Brain imaging course – 1 – Imaging Modalities

Introduction

This video is the first in a series of a brain imaging capstone course to learn some of the basics about brain imaging. The overall series will cover the range of imaging used to investigate the brain, information about how to choose what type of study will help your patient, teach you how to review images on your own, review some common pathology, and then provide some interactive courses that you can review on your own.

Check out the entire course if you haven’t already.

Modalities used

The main types of imaging, or modalities, used in brain imaging, are computed tomography (CT) and magnetic resonance imaging (MRI).

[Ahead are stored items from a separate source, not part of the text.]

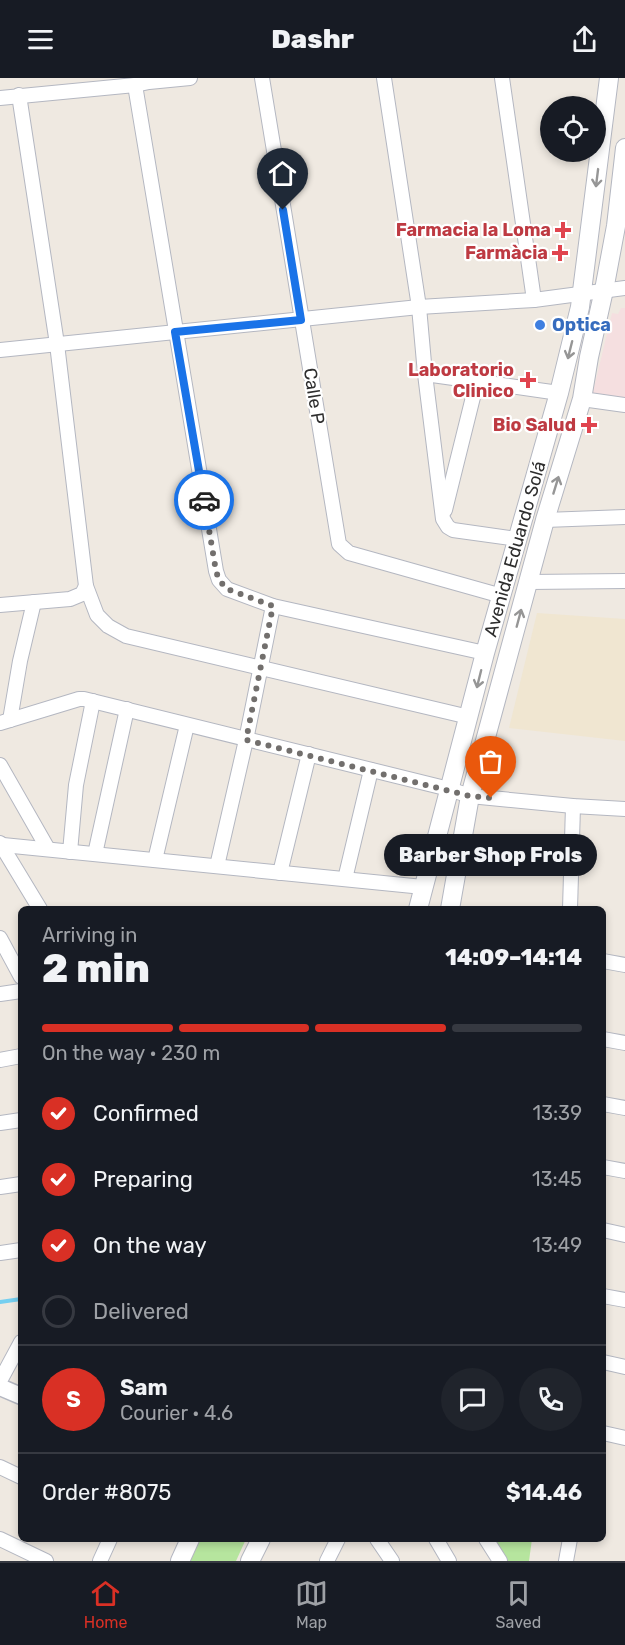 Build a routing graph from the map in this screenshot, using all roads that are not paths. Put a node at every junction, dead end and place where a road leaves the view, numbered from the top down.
1 (190, 78) edge
2 (262, 78) edge
3 (384, 78) edge
4 (502, 78) edge
5 (609, 78) edge
6 (144, 82) edge
7 (53, 85) edge
8 (19, 95) junction
9 (0, 98) edge
10 (625, 148) edge
11 (625, 288) edge
12 (604, 290) junction
13 (583, 293) junction
14 (534, 300) junction
15 (419, 307) junction
16 (301, 320) junction
17 (175, 332) junction
18 (57, 344) junction
19 (0, 350) edge
20 (425, 374) junction
21 (477, 381) junction
22 (559, 393) junction
23 (582, 399) junction
24 (625, 405) edge
25 (625, 517) edge
26 (443, 519) junction
27 (545, 520) junction
28 (517, 539) junction
29 (625, 581) edge
30 (529, 582) junction
31 (86, 586) junction
32 (502, 596) junction
33 (34, 602) junction
34 (0, 605) edge
35 (273, 606) junction
36 (485, 653) junction
37 (261, 669) junction
38 (93, 701) junction
39 (128, 710) junction
40 (469, 717) junction
41 (5, 722) edge
42 (187, 725) junction
43 (246, 740) junction
44 (309, 754) junction
45 (0, 765) edge
46 (371, 770) junction
47 (449, 789) junction
48 (470, 796) junction
49 (573, 806) junction
50 (625, 810) edge
51 (1, 844) edge
52 (48, 849) junction
53 (70, 852) junction
54 (95, 854) junction
55 (154, 860) junction
56 (217, 866) junction
57 (280, 873) junction
58 (345, 879) junction
59 (423, 887) junction
60 (38, 906) edge
61 (419, 906) edge
62 (451, 906) edge
63 (570, 906) edge
64 (0, 938) edge
65 (606, 962) edge
66 (625, 965) edge
67 (18, 971) edge
68 (18, 991) edge
69 (0, 994) edge
70 (606, 1040) edge
71 (625, 1044) edge
72 (18, 1057) edge
73 (0, 1060) edge
74 (606, 1105) edge
75 (625, 1108) edge
76 (18, 1120) edge
77 (0, 1123) edge
78 (606, 1168) edge
79 (625, 1171) edge
80 (18, 1185) edge
81 (0, 1187) edge
82 (606, 1231) edge
83 (625, 1234) edge
84 (18, 1250) edge
85 (0, 1253) edge
86 (606, 1297) edge
87 (625, 1300) edge
88 (18, 1348) edge
89 (606, 1363) edge
90 (625, 1366) edge
91 (0, 1381) edge
92 (0, 1387) edge
93 (18, 1395) edge
94 (606, 1434) edge
95 (625, 1438) edge
96 (0, 1467) edge
97 (18, 1476) edge
98 (0, 1539) edge
99 (109, 1542) edge
100 (189, 1542) edge
101 (260, 1542) edge
102 (336, 1542) edge
103 (379, 1542) edge
104 (438, 1542) edge
105 (488, 1542) edge
106 (569, 1542) edge
107 (46, 1561) edge
108 (100, 1561) edge
109 (180, 1561) edge
110 (250, 1561) edge
111 (327, 1561) edge
112 (392, 1561) edge
113 (449, 1561) edge
114 (500, 1561) edge
115 (566, 1561) edge

1 - 6 street
2 - 16 street, Calle P
3 - 15 street
4 - 14 street
5 -> 13 main road, Avenida Eduardo Solá
6 - 7 street
6 - 17 street
7 - 8 street
8 - 9 street
8 - 18 street
10 - 12 main road, Avenida Eduardo Solá
11 - 12 street
12 - 13 street
12 - 23 main road, Avenida Eduardo Solá
13 - 14 street
13 -> 22 main road, Avenida Eduardo Solá
14 - 15 street
15 - 16 street
15 - 20 street
16 - 17 street
16 - 32 street, Calle P
17 - 18 street
17 - 35 street
18 - 19 street
18 - 31 street
20 - 21 street
20 - 26 street
21 - 22 street
21 - 26 street
22 - 28 main road, Avenida Eduardo Solá
23 - 24 street
27 -> 23 main road, Avenida Eduardo Solá
25 - 27 street
26 - 28 street
27 - 30 main road, Avenida Eduardo Solá
28 - 32 main road, Avenida Eduardo Solá
29 - 30 street
48 -> 30 main road, Avenida Eduardo Solá
31 - 33 street
31 - 37 street
32 - 36 main road, Avenida Eduardo Solá
33 - 34 street
33 - 41 street
35 - 36 street
35 - 37 street
36 -> 40 main road, Avenida Eduardo Solá
37 - 40 street
37 - 43 street
38 - 39 street
38 - 41 street
38 - 53 street
39 - 42 street
39 - 54 street
40 - 47 main road, Avenida Eduardo Solá
42 - 43 street
42 - 55 street
43 - 44 street
43 - 56 street
44 - 46 street
44 - 57 street
45 - 52 street
46 - 47 street
46 - 58 street
47 - 48 street
47 - 59 main road, Avenida Eduardo Solá
48 - 49 street
48 - 62 main road, Avenida Eduardo Solá
49 - 50 street
49 - 63 street
51 - 52 street
51 - 60 street
52 - 53 street
53 - 54 street
54 - 55 street
55 - 56 street
56 - 57 street
57 - 58 street
58 - 59 street
59 - 61 main road, Avenida Eduardo Solá
64 - 67 street
65 - 66 street
68 - 69 street
70 - 71 street
72 - 73 street
74 - 75 street
76 - 77 street
78 - 79 street
80 - 81 street
82 - 83 street
84 - 85 street
86 - 87 street
88 - 91 street
89 - 90 street
92 - 93 street
94 - 95 street
96 - 97 street
98 - 107 street
99 - 108 street
100 - 109 main road
101 - 110 main road
102 - 111 street
103 - 112 street
104 - 113 street
105 - 114 street
106 - 115 street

Each of these can be tailored in specific ways to look at vessels, including arteries or veins.

CT head without contrast

CT head is the main screening exam used in neuroradiology. This is commonly done any time a patient has new neurologic symptoms and can see common pathologies such as stroke, hemorrhage, fracture, edema, and hydrocephalus. Once patients are in the hospital, it may be used to follow up their pathology.

CT head with contrast

While possible, we almost never perform CT of the head with contrast because MRI is a much better examination and will almost always be done anyway.

CT angiogram

CT angiogram, or CTA, is an arterial timed exam to look at the arteries of the brain. This is very commonly done in evaluation of stroke, intracranial hemorrhage, and trauma. Aneurysm and vascular malformations are very well evaluated by CTA.

CT venogram

A CT venogram, or CTV, is very similar to a CTA, but the timing is a little later. This is optimal for evaluating the veins of the brain for thrombosis or trauma.

X-rays

We don’t use many x-rays in neuroradiology, but you may see a few to evaluate for shunts and hardware. CT is almost always better, particularly in trauma.

MRI brain

MRI of the brain is a workhorse of neuroradiology. It has great tissue contrast and is excellent for finding diseases of the brain. Some limitations include availability/expense, limitations in patients who have devices, and the time that it takes. There are a variety of sequences that we use in MRI of the brain, and each tells us a little bit of something different about the brain.

T1 precontrast

The T1 precontrast images are useful for evaluating the overall brain structure and alignment. It is also useful for comparing to postcontrast imaging to see how much enhancement there may be.

T2/FLAIR

T2 images are water-sensitive images on which most pathology will show up as bright. It is great for looking at edema, swelling, and fluid-filled structures. FLAIR images are very similar to T2, but the fluid has been suppressed. This helps pathology be more obvious and easier to detect.

Diffusion (DWI)

This is a measure of how well water moves through tissue. In stroke, water moves into cells and can’t move as freely, resulting in areas of stroke being bright on DWI.

Blood sensitive imaging

Gradient imaging (GRE) or susceptibility weighted imaging (SWI) provide a chance to better detect calcium and blood, which will appear dark.

T1 postcontrast

These T1 images are obtained after an intravenous contrast agent has been administered. Things that enhance, or are bright on these images but not the precontrast images, accumulate contrast. This often occurs in pathologies like tumors because the blood-brain barrier has become leaky.

MRA head

MRA of the head is (most frequently) a noncontrast technique to evaluate the vessels of the brain. This is a great technique to see the vessels of the brain if you are not in a rush, particularly to see aneurysms and vascular malformations.

MRA neck

Similar to MRA of the head, this is vessel imaging of the neck. You can do it without contrast or with contrast, but contrast often helps see the vessels at the thoracic outlet better.

MR venogram

Like a CT venogram, an MR venogram is a dedicated exam to look at veins to look for venous thrombosis or venous injury.

Summary

Thanks for tuning in to the video. Hopefully you learned a lot about the types of imaging used to evaluate the brain.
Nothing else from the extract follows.